WHAT YOU SHOULD DO:
Find every line below with the word "highway" in it, and copy each one.

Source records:

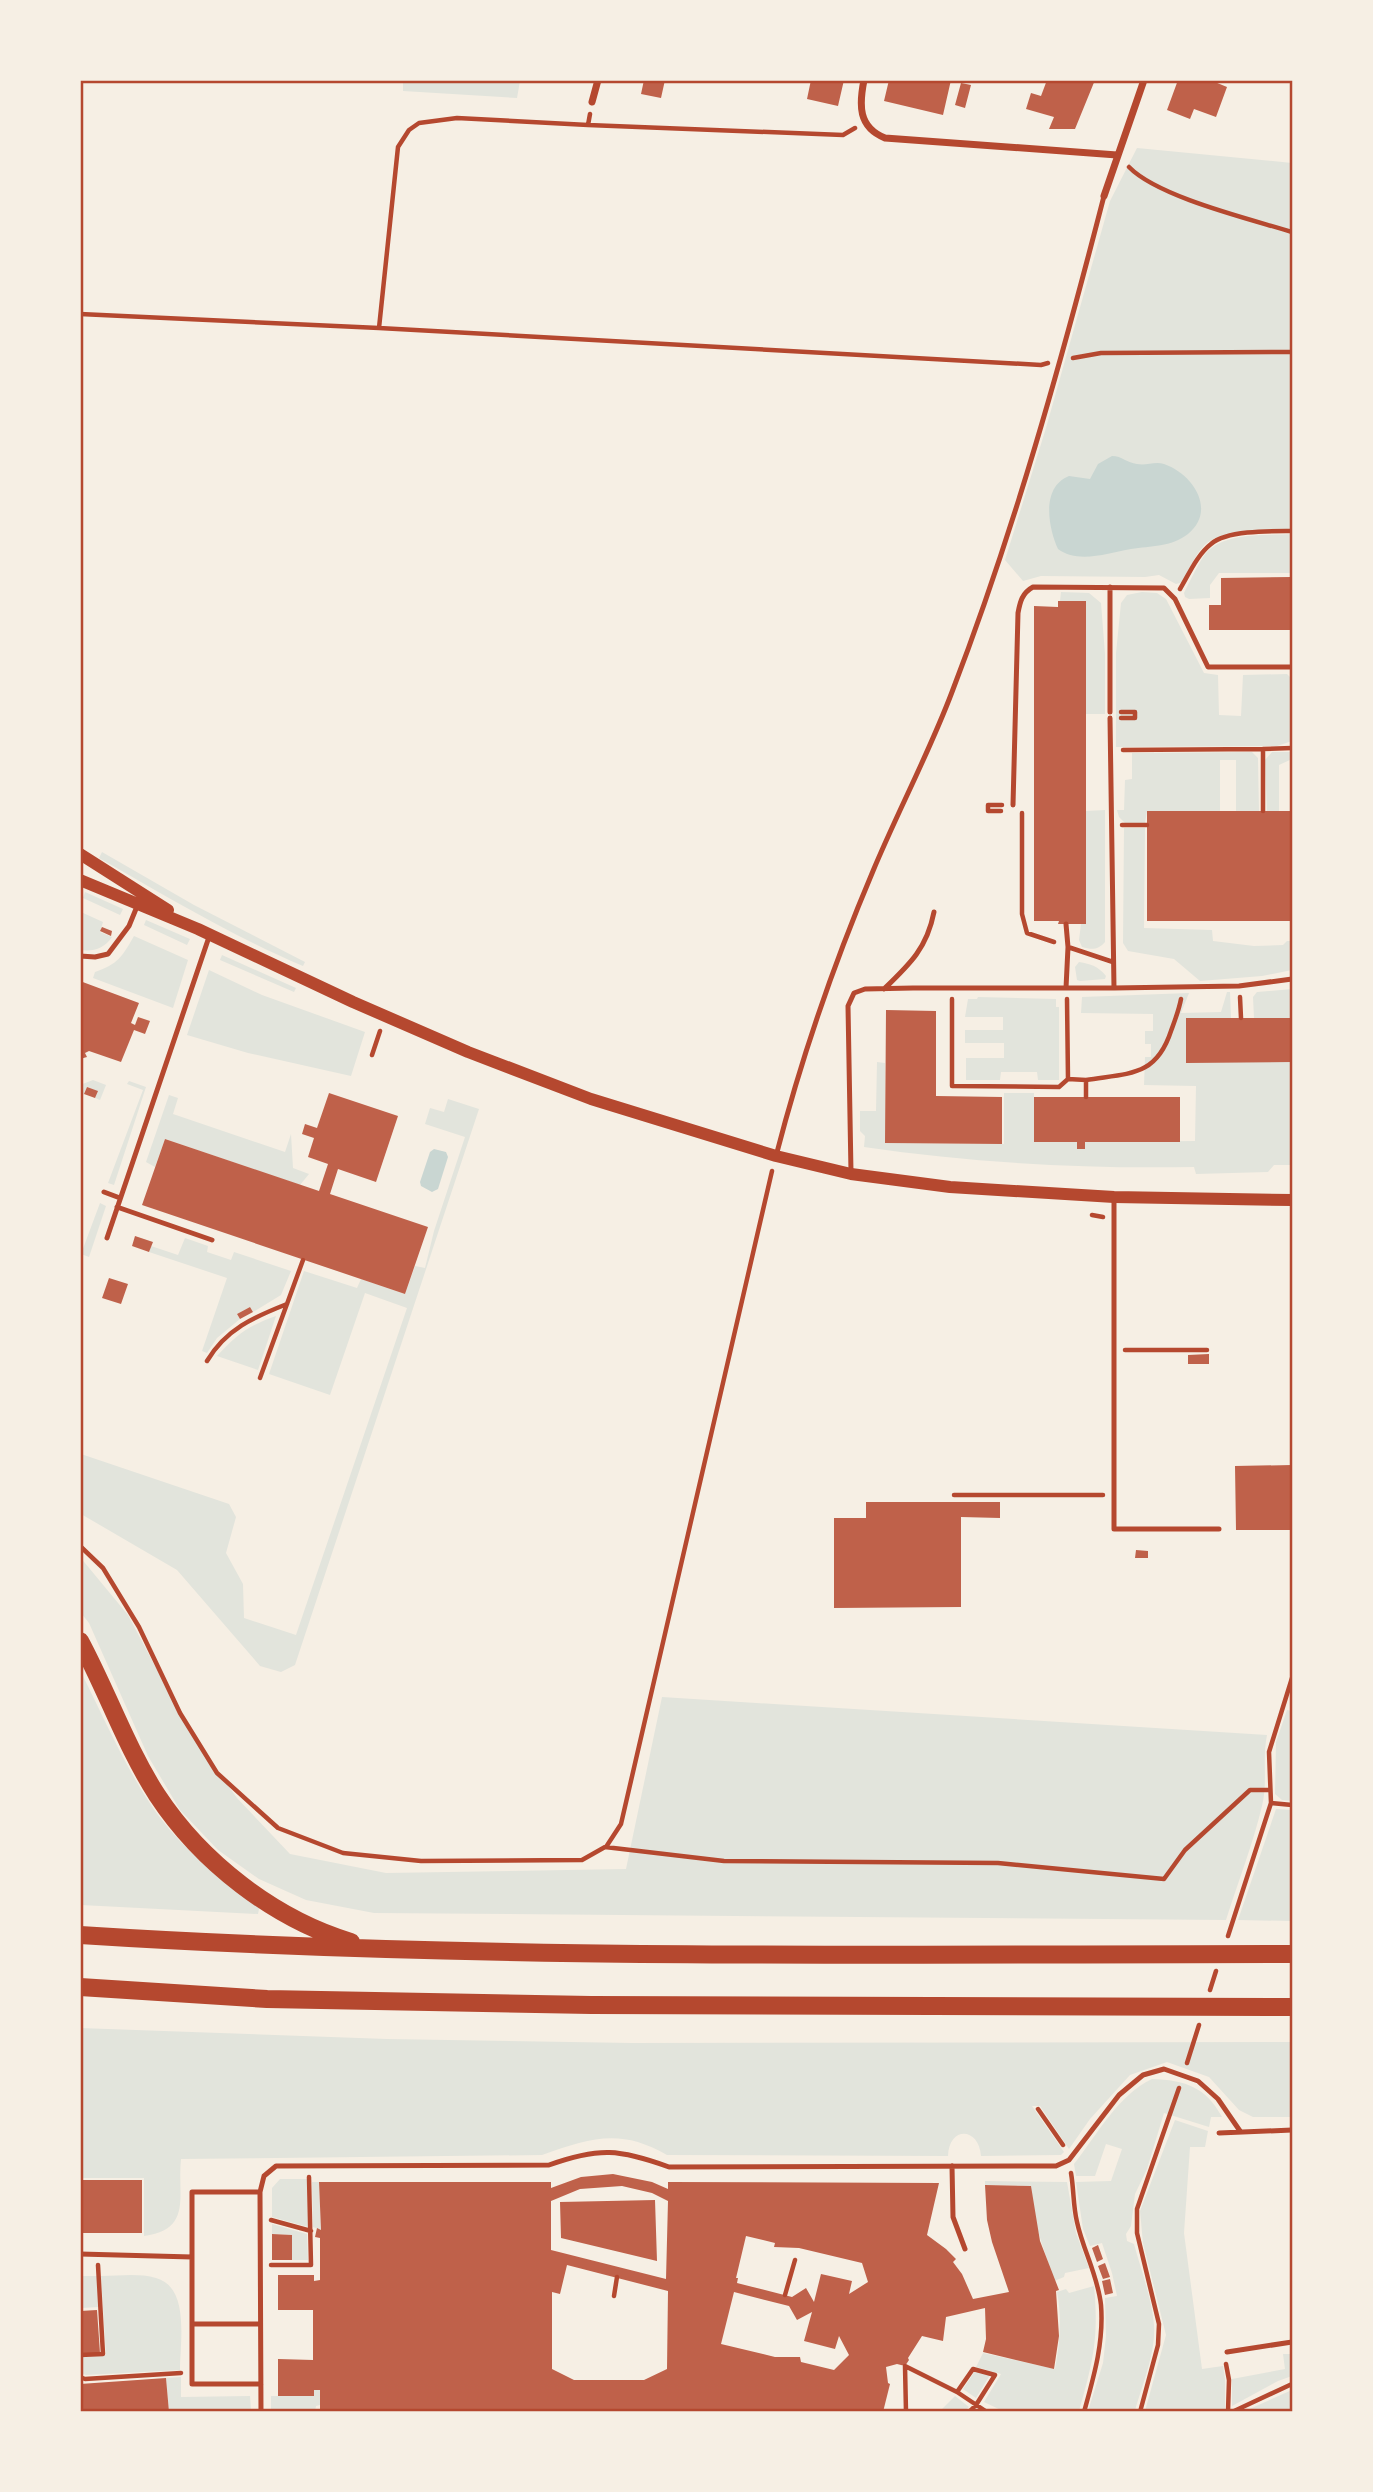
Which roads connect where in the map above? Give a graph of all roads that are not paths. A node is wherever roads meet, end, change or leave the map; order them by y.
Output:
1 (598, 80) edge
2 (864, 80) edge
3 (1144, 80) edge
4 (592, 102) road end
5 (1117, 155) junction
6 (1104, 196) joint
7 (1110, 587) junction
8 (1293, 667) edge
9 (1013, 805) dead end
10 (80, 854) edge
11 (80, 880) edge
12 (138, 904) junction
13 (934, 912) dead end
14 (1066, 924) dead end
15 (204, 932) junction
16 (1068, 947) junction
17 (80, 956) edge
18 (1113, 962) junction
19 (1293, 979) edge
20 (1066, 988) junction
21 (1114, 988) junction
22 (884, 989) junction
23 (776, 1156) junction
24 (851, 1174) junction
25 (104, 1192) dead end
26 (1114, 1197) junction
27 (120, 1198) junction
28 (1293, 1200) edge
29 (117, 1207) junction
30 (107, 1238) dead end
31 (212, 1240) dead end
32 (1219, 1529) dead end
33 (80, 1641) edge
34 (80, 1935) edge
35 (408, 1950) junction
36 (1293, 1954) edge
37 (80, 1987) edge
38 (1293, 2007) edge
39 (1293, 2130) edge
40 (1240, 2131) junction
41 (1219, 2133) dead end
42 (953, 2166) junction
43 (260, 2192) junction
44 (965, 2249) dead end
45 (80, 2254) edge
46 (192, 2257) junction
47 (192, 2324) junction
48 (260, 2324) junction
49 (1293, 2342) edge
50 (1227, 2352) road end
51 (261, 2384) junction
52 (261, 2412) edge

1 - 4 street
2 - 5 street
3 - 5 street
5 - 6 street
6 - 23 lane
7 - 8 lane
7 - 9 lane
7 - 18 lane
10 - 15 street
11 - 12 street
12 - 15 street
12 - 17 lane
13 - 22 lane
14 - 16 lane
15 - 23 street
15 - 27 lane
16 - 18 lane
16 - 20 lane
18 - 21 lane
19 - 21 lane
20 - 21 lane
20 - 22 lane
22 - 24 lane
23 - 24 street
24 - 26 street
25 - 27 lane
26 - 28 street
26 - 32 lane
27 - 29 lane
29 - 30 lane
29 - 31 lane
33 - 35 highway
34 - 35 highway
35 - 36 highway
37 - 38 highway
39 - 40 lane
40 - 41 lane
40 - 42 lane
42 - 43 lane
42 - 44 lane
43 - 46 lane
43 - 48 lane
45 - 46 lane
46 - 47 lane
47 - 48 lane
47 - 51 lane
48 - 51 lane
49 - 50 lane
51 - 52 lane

EXERCISE RESPONSE:
33 - 35 highway
34 - 35 highway
35 - 36 highway
37 - 38 highway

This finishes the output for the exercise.